__WHAT YOU ARE ASKED TO DO__.
What you produce should be every line from the data that includes "شارع".

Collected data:
• • •

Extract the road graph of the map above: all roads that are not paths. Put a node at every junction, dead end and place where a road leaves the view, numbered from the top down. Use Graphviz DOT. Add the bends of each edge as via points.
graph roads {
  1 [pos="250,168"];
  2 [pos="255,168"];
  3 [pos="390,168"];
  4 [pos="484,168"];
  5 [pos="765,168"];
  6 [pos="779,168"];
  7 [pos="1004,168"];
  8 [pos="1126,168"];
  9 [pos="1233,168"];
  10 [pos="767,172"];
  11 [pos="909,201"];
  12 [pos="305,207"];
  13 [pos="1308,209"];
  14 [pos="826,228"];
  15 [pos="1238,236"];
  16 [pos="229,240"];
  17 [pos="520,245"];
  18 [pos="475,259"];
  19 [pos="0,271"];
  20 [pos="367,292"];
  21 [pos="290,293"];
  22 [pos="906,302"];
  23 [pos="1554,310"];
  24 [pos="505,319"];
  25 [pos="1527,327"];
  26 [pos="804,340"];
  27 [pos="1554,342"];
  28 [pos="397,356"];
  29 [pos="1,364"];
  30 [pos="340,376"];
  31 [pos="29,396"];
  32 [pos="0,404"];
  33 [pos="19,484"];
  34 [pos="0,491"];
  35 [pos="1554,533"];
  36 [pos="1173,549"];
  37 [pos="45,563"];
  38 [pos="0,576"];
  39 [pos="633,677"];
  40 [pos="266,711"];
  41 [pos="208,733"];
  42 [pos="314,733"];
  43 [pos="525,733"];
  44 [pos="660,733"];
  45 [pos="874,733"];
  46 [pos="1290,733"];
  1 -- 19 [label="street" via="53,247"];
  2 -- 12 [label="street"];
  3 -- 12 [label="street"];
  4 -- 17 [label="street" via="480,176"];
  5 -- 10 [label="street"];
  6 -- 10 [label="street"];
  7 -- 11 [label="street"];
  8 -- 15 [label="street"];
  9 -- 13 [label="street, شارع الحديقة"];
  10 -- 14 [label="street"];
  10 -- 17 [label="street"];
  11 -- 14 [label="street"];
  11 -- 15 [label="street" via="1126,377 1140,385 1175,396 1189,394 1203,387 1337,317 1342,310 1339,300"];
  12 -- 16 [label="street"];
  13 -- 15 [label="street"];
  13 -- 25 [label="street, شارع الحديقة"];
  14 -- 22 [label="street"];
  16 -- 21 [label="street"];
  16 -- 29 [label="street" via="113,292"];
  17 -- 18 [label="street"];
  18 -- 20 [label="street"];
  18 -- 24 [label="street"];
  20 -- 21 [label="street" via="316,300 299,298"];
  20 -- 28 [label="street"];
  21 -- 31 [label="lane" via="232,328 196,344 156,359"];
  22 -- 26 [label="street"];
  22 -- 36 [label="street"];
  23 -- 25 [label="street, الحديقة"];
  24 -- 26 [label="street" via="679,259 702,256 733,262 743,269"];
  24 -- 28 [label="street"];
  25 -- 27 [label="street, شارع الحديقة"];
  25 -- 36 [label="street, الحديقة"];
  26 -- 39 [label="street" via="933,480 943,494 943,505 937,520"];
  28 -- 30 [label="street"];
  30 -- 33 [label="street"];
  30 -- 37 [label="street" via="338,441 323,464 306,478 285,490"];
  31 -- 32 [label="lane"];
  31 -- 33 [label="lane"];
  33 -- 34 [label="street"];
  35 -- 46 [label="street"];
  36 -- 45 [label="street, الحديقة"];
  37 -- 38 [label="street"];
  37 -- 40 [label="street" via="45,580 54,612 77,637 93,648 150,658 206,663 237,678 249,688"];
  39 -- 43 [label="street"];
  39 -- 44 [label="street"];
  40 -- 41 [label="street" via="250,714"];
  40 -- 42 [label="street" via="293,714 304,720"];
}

• • •

__TASK SOLUTION__.
  9 -- 13 [label="street, شارع الحديقة"];
  13 -- 25 [label="street, شارع الحديقة"];
  25 -- 27 [label="street, شارع الحديقة"];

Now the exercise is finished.